Underwater Power Cables Maximize Profits and Improve Environment

TransBayCableSanFrancisco2010-04-17.jpg“Laying line in San Francisco for the Trans Bay Cable project, which submerged 33 miles of cable.” Source of caption and photo: online version of the NYT article quoted and cited below.

(p. B1) Generating 20 percent of America’s electricity with wind, as recent studies proposed, would require building up to 22,000 miles of new high-voltage transmission lines. But the huge towers and unsightly tree-cutting that these projects require have provoked intense public opposition.

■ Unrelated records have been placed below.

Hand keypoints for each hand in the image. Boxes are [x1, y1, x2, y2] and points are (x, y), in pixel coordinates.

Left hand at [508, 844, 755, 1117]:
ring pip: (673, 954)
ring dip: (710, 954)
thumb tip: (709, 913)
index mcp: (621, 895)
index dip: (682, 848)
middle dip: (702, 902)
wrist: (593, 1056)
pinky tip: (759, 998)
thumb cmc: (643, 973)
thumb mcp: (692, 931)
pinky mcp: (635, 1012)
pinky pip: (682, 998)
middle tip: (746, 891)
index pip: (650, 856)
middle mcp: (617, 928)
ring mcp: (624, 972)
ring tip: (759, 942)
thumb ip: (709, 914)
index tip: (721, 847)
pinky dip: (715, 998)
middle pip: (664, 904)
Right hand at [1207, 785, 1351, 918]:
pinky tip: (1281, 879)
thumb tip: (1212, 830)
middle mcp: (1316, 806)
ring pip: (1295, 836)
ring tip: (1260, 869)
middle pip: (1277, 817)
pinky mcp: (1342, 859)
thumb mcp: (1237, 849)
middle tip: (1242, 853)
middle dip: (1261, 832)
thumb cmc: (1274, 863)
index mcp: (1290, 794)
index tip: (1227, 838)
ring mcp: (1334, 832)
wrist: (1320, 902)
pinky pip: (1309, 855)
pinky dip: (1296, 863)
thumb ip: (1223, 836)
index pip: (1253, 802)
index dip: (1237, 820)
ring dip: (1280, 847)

Recently, though, some companies are finding a remarkably simple answer to that political problem. They are putting power lines under water, in a string of projects that has so far provoked only token opposition from environmentalists and virtually no reaction from the larger public.
. . .
(p. B7) . . . , the underwater approach solves some intractable problems. In San Francisco, for example, old power plants that burn natural gas are about to be retired because a new transmission company has succeeded in running a line 33 miles across the San Francisco Bay.
Mr. Stern said his company’s Neptune Cable, which runs from Sayreville, N.J., to Levittown, N.Y., on Long Island, now carries 22 percent of Long Island’s electricity. His company is trying to complete a deal for a cable that would run from Ridgefield, N.J., to a Consolidated Edison substation on West 49th Street in Manhattan.
Those two cables were not motivated primarily by environmental goals — they are meant to connect cheap generation to areas where power prices are high. Mr. Stern’s company, PowerBridge, is now considering two renewable energy projects, however. One cable would connect proposed wind farms on the Hawaiian islands of Molokai and Lanai to the urban center on Oahu, and another would bring wind power from Maine along the Atlantic coast to Boston.

For the full story, see:
MATTHEW L. WALD. “A Power Line Runs Through It; Underwater Cable an Alternative to Electrical Towers.” The New York Times (Weds., March 17, 2010): B1 & B7.
(Note: ellipses added.)
(Note: the online version is dated March 16, 2010 and has the shorter title “Underwater Cable an Alternative to Electrical Towers.”)

New York Forces Entrepreneur to Subsidize His Competitor

(p. A24) Last year, the State Legislature levied a new tariff on most of the businesses in the New York City region. The metropolitan commuter transportation mobility tax requires employers to set aside 34 cents for every $100 in payroll costs, and hand the money over to a battered, barely breathing patient on the state’s fiscal operating table: the Metropolitan Transportation Authority.

The tax has not worked out so well. So far, its projected revenues are coming in about $400 million below the state’s estimates — which, in part, will mean reduced subway and bus service for New Yorkers starting this summer. It has also prompted a furious backlash from suburban officials who resent bankrolling an agency that, they say, benefits the city at the expense of its surrounding counties.
And then there is William Schoolman, 69, amateur activist, self-described ”prototypical entrepreneur,” and proprietor of the Hampton Luxury Liner bus fleet. In December, he filed a lawsuit in State Supreme Court claiming the tax is unconstitutional and demanding its repeal. The reason?
”Competition,” Mr. Schoolman said in a recent telephone interview, anger rising in his voice. ”This is the first time that I ever had to pay a subsidy directly to my competitor. That’s the thing that really bothers me.”

For the full story, see:
MICHAEL M. GRYNBAUM. “Suing Over a Transit Tax, in the Name of Competition.” The New York Times (Tues., February 16, 2010): A24.